WHAT YOU HAVE TO DO
Copy, from the data below, each line that has the word "Global".
* * *
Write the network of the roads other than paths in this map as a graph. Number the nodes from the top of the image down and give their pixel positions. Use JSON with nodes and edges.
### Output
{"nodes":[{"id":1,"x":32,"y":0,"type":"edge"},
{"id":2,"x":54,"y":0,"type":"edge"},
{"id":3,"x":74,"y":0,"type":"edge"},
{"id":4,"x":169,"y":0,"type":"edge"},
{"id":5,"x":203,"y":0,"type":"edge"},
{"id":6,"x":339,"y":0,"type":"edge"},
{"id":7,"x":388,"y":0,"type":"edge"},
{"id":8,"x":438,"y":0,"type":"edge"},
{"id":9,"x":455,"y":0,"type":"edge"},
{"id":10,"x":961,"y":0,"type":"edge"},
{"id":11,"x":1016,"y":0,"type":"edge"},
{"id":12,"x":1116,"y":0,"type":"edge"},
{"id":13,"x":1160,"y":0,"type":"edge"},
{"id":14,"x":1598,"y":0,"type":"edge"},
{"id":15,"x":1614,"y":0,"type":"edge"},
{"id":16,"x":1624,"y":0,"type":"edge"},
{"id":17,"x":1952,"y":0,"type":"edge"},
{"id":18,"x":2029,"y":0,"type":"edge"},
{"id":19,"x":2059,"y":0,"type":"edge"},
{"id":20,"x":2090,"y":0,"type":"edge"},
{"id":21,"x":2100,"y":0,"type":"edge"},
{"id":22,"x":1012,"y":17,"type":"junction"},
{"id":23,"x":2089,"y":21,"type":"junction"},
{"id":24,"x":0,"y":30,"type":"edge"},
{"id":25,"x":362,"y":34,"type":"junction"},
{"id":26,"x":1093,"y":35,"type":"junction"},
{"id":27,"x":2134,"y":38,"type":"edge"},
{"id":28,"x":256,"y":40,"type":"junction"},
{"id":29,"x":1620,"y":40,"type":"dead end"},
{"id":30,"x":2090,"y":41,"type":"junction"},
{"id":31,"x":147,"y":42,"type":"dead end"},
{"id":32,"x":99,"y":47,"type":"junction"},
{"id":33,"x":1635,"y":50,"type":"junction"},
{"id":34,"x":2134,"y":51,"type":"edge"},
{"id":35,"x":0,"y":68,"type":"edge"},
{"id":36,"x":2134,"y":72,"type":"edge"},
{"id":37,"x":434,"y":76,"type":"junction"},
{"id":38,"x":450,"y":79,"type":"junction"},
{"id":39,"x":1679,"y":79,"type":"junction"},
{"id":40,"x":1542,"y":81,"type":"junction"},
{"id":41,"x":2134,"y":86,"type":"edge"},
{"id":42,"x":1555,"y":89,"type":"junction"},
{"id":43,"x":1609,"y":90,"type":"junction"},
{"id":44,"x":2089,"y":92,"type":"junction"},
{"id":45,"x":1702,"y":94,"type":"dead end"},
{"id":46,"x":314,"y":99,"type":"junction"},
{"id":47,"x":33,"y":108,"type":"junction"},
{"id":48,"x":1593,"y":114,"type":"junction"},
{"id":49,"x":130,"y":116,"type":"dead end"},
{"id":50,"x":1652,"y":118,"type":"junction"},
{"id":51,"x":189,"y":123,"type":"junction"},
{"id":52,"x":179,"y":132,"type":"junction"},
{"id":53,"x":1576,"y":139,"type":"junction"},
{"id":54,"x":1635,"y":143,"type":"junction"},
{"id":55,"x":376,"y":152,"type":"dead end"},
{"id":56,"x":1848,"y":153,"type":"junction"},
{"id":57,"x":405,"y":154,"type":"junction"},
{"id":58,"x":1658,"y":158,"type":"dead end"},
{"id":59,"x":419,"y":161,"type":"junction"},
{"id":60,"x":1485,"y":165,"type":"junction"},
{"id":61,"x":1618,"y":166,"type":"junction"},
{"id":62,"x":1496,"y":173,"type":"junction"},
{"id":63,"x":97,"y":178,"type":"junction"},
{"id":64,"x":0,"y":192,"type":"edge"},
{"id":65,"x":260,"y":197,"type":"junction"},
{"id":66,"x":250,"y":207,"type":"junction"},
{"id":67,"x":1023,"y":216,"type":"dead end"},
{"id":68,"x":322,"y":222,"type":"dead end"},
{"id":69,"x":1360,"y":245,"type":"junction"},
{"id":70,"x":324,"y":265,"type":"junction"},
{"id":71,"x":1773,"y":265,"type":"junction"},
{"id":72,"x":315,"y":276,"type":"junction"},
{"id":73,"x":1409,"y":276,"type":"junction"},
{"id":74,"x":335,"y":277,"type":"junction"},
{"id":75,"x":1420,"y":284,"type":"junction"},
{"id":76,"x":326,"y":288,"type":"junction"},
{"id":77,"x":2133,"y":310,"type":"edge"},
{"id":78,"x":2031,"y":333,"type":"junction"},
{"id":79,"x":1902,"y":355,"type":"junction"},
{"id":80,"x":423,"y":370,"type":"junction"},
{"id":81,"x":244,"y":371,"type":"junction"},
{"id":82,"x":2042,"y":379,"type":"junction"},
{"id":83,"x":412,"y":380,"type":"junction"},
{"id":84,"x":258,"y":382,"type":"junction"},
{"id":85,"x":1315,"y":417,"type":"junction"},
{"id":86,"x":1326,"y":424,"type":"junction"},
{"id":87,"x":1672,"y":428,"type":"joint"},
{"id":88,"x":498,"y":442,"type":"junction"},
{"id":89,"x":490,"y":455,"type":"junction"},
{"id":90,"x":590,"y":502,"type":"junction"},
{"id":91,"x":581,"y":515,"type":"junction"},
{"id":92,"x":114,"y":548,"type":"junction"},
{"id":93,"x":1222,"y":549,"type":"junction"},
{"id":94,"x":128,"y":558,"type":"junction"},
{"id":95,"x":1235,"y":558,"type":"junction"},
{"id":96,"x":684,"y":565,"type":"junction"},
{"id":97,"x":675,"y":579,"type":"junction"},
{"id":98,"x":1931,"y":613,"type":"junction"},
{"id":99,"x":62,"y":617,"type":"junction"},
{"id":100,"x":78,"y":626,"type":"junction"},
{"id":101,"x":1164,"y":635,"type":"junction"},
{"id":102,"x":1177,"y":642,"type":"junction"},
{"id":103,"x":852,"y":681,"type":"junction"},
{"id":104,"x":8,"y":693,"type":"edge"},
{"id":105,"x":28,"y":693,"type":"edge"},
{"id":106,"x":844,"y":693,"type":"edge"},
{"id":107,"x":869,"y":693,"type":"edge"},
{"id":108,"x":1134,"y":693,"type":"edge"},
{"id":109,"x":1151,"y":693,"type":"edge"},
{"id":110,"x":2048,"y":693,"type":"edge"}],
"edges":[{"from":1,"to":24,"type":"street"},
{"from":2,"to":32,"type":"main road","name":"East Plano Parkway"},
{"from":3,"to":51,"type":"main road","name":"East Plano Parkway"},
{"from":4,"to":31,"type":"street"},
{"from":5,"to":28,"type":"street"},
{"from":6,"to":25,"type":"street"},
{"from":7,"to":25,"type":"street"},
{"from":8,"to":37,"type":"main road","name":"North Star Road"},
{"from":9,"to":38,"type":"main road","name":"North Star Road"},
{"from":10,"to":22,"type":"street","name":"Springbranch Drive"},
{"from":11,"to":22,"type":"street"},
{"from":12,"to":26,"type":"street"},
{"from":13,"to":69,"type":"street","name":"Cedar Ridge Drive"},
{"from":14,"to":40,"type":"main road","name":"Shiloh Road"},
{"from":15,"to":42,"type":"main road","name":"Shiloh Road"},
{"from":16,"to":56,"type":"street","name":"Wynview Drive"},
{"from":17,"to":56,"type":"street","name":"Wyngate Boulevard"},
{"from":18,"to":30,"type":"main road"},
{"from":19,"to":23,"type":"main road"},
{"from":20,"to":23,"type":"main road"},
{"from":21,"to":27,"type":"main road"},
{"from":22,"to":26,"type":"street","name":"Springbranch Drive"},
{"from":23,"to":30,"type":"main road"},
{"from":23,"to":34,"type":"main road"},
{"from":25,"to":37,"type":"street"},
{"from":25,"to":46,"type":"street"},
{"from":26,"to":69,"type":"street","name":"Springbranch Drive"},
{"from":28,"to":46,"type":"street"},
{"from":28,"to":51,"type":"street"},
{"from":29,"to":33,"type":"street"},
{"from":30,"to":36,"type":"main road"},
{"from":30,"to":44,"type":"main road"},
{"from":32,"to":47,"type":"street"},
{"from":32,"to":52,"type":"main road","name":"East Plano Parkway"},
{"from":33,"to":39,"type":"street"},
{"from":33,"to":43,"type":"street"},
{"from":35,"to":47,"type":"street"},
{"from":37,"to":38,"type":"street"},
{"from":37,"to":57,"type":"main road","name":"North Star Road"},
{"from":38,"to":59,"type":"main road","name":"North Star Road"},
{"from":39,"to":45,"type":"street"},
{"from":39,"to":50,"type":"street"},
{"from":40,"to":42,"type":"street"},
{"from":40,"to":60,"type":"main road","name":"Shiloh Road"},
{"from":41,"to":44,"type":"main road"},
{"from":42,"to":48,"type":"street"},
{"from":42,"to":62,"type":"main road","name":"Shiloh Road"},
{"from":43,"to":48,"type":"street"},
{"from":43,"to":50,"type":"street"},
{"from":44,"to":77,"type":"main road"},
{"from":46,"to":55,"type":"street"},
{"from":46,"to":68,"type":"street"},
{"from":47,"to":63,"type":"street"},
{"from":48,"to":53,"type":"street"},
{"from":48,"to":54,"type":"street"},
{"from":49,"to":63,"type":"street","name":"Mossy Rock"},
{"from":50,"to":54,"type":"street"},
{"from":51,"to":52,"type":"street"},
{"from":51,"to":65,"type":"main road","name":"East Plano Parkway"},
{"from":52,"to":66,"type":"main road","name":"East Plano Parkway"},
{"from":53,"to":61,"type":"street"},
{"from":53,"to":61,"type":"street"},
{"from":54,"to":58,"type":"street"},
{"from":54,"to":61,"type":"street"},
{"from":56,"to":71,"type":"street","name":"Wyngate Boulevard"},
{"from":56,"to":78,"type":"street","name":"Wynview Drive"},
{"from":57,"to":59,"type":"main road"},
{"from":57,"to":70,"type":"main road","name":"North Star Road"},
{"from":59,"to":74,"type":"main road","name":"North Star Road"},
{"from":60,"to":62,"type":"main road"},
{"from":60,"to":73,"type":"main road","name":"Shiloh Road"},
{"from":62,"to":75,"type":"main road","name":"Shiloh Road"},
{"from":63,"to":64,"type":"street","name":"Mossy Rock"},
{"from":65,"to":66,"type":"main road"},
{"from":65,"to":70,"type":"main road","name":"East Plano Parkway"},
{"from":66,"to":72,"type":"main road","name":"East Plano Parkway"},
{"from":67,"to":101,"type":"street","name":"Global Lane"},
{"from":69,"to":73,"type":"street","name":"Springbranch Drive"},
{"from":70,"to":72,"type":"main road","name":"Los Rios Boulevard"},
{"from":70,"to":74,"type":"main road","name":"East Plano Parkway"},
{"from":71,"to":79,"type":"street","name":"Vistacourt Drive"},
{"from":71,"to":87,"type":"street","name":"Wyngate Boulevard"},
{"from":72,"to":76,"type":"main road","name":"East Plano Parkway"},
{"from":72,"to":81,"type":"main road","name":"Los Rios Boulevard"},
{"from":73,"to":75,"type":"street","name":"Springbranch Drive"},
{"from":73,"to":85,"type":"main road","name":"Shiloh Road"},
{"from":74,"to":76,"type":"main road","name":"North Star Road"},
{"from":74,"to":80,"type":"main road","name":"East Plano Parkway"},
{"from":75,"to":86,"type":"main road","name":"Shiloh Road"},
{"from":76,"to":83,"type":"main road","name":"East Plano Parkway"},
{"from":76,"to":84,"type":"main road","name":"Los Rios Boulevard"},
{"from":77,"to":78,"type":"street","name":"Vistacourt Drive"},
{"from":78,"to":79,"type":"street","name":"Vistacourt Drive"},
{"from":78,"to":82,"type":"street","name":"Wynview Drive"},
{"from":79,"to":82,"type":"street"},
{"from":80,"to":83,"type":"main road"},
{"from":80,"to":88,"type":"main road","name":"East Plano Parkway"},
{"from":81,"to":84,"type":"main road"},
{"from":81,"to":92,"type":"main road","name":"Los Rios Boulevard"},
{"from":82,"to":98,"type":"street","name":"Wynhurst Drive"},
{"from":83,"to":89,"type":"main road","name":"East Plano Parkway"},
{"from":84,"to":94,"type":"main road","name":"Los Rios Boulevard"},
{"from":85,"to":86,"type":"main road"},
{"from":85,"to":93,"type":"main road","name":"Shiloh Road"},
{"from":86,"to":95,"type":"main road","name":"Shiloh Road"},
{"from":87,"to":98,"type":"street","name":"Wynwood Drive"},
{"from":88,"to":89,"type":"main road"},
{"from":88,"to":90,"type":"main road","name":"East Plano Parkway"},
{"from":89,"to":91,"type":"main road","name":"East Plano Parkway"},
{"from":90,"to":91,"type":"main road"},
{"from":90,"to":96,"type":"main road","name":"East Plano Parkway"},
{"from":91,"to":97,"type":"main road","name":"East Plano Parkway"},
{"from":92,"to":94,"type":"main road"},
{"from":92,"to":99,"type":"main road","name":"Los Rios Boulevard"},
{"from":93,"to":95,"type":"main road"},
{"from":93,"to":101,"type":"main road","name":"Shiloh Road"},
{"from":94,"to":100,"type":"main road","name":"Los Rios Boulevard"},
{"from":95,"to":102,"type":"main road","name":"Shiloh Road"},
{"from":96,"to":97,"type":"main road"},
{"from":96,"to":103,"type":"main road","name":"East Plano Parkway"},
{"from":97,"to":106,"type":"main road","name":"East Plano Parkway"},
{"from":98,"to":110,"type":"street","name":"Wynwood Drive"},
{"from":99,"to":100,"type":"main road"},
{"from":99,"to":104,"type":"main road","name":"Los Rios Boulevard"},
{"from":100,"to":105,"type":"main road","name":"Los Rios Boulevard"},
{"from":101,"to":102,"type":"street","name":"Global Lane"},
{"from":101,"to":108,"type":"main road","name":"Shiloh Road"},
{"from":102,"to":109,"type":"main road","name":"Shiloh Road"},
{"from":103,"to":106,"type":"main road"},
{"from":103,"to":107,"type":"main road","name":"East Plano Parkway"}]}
* * *
REPLY TO THE TASK
{"from":67,"to":101,"type":"street","name":"Global Lane"},
{"from":101,"to":102,"type":"street","name":"Global Lane"},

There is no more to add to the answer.